‘Sumpa Kingdom’ Screens at Shanghai, Director Lhapal Gyal and Cast Discuss Sacred Mountain Landscapes
“Sumpa Kingdom,” a drama set in Xizang selected for the Belt and Road Film Week sidebar at the Shanghai International Film Festival, held a post-screening event, with director Lhapal Gyal, producer So
“Sumpa Kingdom,” a drama set in Xizang selected for the Belt and Road Film Week sidebar at the Shanghai International Film Festival, held a post-scree
Read Full Story at Variety →Why This Matters
The inclusion of *Sumpa Kingdom* in Shanghai’s Belt and Road Film Week sidebar underscores a growing cultural diplomacy between China and Xizang, where cinema becomes a subtle yet powerful tool to frame regional identity amid global geopolitical shifts.
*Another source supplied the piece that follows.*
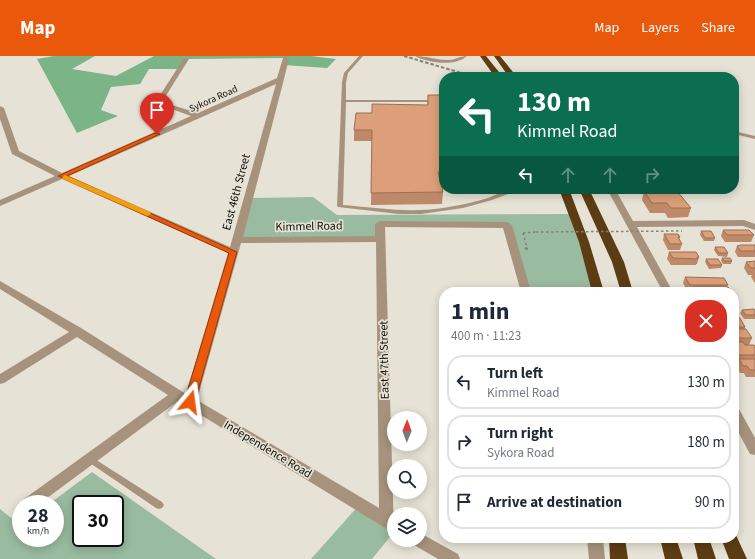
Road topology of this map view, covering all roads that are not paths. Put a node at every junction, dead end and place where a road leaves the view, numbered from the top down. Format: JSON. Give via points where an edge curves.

The film’s focus on sacred landscapes challenges conventional narratives about Xizang, shifting attention from political tensions to ecological and spiritual heritage as a unifying cultural asset.
Background Context
Historically, Xizang’s cultural and religious narratives have been overshadowed by state-driven infrastructure projects under the Belt and Road Initiative, often framed as economic development. Yet artistic projects like this film reveal an understated resistance—where local directors reinterpret global platforms to assert indigenous perspectives without overt confrontation.
What Happens Next
If *Sumpa Kingdom* garners international attention, it may inspire more Xizang-based filmmakers to leverage global festivals for cultural reclamation, potentially pressuring Chinese authorities to relax restrictions on local storytelling. Alternatively, its selection could be co-opted by state narratives, diluting its subversive potential into a sanitized representation of “harmonious development.”
Bigger Picture
This moment reflects a broader trend where marginalized regions use cultural exports—film, music, literature—to bypass traditional gatekeepers and redefine their global image. As China’s soft power strategy expands, such artistic interventions highlight the tension between state-controlled narratives and grassroots cultural assertion, a dynamic increasingly visible across Xinjiang, Inner Mongolia, and other regions.